How many of the lines below have "graph" in them? Say the number and nothing more.

*** Given information ***

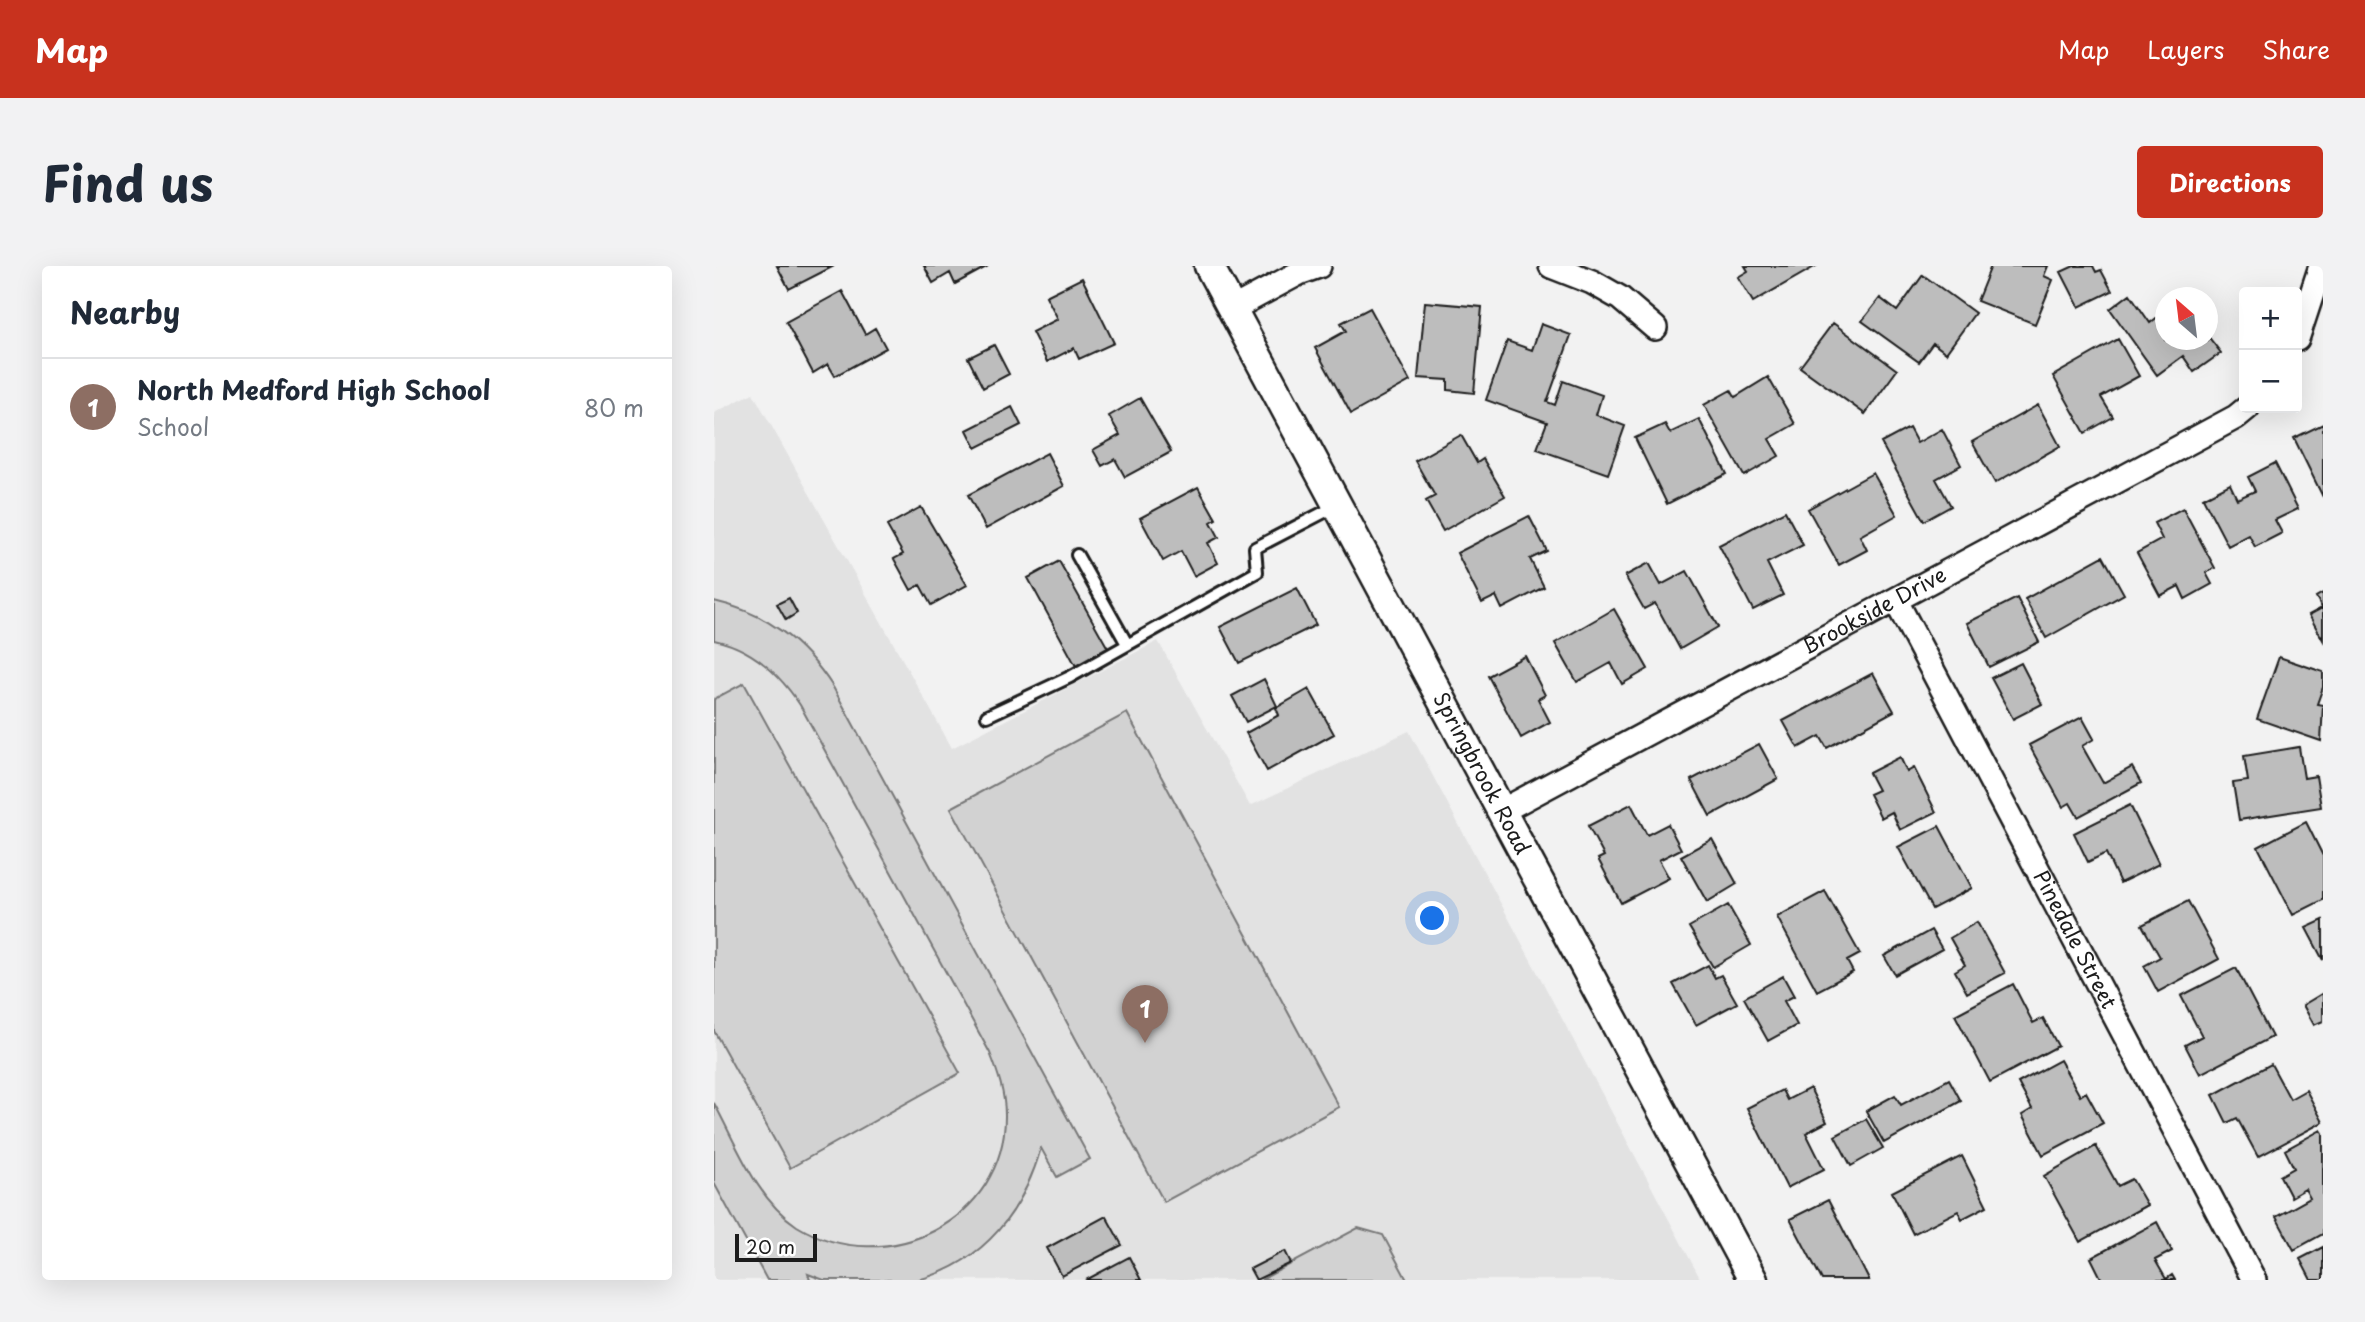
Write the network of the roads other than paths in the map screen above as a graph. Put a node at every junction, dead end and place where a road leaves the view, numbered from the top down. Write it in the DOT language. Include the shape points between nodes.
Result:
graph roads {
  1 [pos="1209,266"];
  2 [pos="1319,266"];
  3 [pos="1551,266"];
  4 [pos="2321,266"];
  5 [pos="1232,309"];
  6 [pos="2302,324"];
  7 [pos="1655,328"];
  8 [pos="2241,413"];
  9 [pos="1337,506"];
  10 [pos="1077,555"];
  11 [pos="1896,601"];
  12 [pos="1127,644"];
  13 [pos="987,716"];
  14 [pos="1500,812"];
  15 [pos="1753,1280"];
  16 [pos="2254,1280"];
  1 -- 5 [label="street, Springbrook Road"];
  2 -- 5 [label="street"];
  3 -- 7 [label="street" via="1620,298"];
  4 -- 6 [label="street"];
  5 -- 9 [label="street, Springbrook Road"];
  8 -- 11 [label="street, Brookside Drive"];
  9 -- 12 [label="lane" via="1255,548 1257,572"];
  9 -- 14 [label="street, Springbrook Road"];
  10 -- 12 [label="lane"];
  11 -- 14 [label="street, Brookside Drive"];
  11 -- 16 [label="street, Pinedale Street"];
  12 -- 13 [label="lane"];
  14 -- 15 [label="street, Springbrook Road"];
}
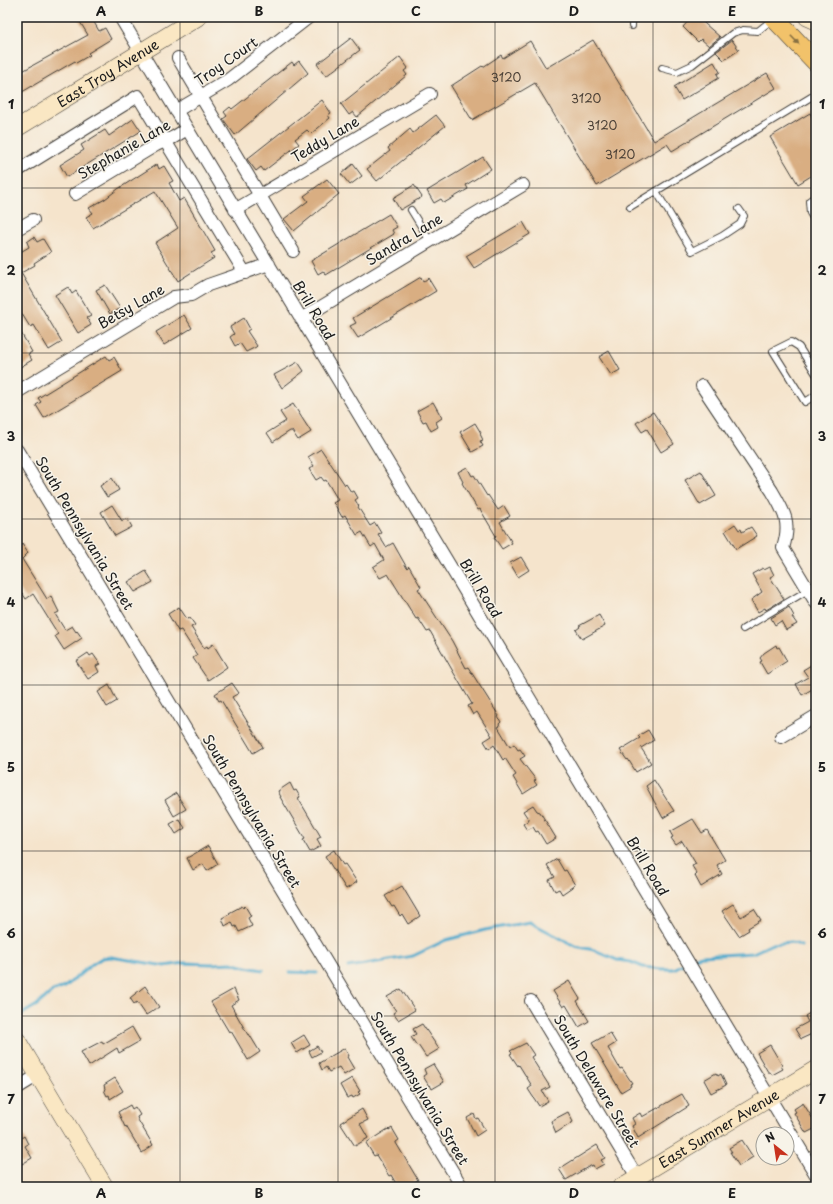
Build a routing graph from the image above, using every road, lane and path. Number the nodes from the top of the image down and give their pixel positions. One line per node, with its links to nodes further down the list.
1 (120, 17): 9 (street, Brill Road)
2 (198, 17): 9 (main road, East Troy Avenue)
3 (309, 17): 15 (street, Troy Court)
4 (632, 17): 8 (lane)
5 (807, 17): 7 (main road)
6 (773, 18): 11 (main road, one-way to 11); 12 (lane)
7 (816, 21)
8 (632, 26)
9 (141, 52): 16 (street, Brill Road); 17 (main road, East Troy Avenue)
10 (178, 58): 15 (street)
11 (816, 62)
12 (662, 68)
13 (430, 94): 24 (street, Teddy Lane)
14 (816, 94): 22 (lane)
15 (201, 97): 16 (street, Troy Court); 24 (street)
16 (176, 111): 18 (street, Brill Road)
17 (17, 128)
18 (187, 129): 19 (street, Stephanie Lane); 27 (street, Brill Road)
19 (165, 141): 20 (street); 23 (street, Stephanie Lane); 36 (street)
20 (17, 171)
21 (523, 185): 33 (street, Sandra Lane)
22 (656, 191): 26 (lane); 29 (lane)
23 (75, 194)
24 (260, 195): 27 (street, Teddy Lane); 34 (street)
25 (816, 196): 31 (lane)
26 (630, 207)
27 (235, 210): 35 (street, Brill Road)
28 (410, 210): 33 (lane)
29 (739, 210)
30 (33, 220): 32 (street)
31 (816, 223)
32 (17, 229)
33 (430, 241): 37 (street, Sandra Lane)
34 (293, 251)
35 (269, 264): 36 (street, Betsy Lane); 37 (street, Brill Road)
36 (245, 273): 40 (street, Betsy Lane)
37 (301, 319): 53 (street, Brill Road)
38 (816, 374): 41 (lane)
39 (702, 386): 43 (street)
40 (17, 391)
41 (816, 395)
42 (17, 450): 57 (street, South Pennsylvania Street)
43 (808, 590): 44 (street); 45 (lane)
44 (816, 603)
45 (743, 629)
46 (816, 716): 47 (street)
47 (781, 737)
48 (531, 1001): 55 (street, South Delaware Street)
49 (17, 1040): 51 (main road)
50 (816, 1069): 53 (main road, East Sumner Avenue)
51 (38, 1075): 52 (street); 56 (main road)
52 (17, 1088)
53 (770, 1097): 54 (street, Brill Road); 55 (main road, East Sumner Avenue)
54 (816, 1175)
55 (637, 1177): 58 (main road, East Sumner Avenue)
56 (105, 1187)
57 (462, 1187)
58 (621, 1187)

*** End of Given information ***

# [Solution below]
3